Third World Love è una band attiva dal 2002, ormai assurta allo status piuttosto ingombrante di supergruppo, almeno nella comunità jazzistica. Certo, Avishai Cohen, Yonatan Avishai, Omer Avital e Daniel Freedman sono musicisti conosciuti, leader poliedrici e sidemen richiesti, ma la nomea di supergruppo non ha mai giovato a chi se l'è ritrovata affibbiata.

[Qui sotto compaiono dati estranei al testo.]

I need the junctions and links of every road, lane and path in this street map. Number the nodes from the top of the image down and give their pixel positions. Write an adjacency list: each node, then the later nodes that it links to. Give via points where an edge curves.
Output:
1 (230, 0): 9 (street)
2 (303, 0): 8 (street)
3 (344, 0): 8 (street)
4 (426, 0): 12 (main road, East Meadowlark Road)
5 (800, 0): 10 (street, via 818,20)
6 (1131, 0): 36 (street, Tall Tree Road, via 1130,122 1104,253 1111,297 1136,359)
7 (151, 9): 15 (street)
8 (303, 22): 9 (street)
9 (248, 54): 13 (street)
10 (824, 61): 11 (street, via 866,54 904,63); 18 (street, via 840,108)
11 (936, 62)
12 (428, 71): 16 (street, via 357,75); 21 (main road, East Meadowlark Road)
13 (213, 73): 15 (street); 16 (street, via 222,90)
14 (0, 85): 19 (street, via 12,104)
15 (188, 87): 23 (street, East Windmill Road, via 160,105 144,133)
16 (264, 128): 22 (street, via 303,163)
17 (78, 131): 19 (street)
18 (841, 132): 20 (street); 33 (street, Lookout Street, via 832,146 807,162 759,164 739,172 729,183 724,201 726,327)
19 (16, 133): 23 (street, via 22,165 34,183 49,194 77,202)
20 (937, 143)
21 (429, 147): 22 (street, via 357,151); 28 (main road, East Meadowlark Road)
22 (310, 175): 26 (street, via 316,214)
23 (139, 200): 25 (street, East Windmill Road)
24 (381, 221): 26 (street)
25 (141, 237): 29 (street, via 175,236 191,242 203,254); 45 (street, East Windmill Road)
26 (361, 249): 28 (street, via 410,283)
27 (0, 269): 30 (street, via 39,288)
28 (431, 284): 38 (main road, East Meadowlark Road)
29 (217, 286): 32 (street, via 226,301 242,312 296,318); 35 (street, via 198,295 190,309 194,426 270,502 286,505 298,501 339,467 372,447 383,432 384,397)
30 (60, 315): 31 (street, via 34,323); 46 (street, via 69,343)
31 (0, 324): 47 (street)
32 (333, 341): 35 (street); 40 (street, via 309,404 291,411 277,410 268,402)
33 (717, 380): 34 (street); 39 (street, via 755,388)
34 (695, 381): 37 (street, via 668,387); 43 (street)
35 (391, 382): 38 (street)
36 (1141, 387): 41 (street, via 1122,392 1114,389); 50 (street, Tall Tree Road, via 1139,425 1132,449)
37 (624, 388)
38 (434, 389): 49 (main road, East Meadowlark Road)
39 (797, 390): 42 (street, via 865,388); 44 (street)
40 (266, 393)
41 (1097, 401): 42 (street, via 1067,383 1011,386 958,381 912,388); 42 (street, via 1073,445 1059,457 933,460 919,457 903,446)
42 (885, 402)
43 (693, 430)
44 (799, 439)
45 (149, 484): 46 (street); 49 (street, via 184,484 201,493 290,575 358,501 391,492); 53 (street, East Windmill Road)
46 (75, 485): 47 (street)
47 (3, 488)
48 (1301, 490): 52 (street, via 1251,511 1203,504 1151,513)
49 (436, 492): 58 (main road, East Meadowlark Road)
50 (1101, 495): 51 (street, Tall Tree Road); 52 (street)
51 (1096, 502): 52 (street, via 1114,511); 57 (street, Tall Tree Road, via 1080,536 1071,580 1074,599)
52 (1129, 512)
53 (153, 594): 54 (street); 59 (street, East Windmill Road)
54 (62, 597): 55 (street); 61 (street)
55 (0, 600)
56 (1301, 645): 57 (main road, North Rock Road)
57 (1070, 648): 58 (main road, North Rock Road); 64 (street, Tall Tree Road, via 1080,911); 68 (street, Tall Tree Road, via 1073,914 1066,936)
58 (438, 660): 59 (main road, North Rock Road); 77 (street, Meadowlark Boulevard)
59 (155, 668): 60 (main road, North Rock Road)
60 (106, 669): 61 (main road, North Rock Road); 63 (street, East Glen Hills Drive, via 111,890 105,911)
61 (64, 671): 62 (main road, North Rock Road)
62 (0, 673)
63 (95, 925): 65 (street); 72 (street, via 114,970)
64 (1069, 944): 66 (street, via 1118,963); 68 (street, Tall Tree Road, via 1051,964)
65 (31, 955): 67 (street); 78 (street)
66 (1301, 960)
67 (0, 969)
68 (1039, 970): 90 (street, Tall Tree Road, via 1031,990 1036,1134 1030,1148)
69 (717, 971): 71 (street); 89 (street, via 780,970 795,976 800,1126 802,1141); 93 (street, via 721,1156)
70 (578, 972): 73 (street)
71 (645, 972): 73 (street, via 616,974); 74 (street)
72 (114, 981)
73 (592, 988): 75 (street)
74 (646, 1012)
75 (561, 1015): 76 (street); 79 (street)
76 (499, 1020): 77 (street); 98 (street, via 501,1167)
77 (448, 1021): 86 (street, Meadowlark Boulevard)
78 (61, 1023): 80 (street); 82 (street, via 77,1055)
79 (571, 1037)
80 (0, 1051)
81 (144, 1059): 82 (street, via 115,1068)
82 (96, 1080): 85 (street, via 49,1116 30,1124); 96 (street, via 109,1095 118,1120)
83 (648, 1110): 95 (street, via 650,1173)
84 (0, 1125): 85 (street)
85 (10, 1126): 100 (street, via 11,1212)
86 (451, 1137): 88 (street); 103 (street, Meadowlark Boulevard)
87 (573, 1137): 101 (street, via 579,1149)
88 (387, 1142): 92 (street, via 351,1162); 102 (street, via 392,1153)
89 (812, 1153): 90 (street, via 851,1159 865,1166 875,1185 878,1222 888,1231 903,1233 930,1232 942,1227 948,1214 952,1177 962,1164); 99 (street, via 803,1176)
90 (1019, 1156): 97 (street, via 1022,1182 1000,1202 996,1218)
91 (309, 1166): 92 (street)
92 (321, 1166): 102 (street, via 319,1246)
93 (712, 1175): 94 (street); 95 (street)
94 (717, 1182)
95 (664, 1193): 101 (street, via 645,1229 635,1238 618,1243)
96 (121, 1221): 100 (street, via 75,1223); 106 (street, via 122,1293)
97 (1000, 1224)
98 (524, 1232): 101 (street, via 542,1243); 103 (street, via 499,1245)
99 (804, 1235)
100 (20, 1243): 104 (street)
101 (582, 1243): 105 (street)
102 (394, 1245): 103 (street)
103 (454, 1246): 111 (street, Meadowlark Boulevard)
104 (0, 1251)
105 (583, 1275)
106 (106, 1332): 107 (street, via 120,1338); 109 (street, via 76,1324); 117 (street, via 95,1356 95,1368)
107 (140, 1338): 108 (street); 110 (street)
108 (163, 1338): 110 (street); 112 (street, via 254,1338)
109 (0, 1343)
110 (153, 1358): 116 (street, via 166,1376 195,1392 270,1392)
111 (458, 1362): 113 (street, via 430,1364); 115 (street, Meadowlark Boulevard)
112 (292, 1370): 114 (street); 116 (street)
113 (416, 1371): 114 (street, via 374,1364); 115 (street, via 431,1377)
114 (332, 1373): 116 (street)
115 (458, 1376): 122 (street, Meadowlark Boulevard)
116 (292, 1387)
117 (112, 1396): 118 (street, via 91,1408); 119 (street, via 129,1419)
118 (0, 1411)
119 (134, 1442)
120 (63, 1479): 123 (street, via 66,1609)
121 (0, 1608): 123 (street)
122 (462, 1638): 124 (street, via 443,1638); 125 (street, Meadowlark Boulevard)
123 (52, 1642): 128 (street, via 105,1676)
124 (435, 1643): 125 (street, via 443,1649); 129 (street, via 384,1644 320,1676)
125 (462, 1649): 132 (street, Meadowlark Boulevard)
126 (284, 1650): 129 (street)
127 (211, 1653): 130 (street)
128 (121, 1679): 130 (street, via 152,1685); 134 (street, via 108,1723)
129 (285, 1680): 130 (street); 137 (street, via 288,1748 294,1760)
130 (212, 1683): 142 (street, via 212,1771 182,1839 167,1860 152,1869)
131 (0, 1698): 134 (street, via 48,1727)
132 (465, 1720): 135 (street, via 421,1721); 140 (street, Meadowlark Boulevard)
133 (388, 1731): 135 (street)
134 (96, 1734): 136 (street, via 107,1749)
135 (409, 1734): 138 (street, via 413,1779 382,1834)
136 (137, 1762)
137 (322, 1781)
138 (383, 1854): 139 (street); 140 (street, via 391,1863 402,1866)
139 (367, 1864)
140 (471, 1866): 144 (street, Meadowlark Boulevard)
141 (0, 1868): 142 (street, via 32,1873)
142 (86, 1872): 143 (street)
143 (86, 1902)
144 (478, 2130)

Pur reiterando una formula già impiegata per i dischi passati, il gruppo non pare indugiare in autocelebrazioni di sorta. La formula alla quale ci riferiamo consta dell'evocazione alle tradizioni formali e ai gesti esecutivi mediorientali -Coehn, Avishai e Avital sono nati in Israele- unita ad una prassi jazzistica di sapore squisitamente americano.

Così, "Im Ninalu," un canto liturgico ebreo yemenita, diventa, nell'arrangiamento di Avishai, un tema modale, quale lo avrebbe potuto scrivere George Russell. "Song for a Dying Country" l'unica composizione di Coehn per questo disco, è invece un jazz-walz tonale, rapido e incalzante.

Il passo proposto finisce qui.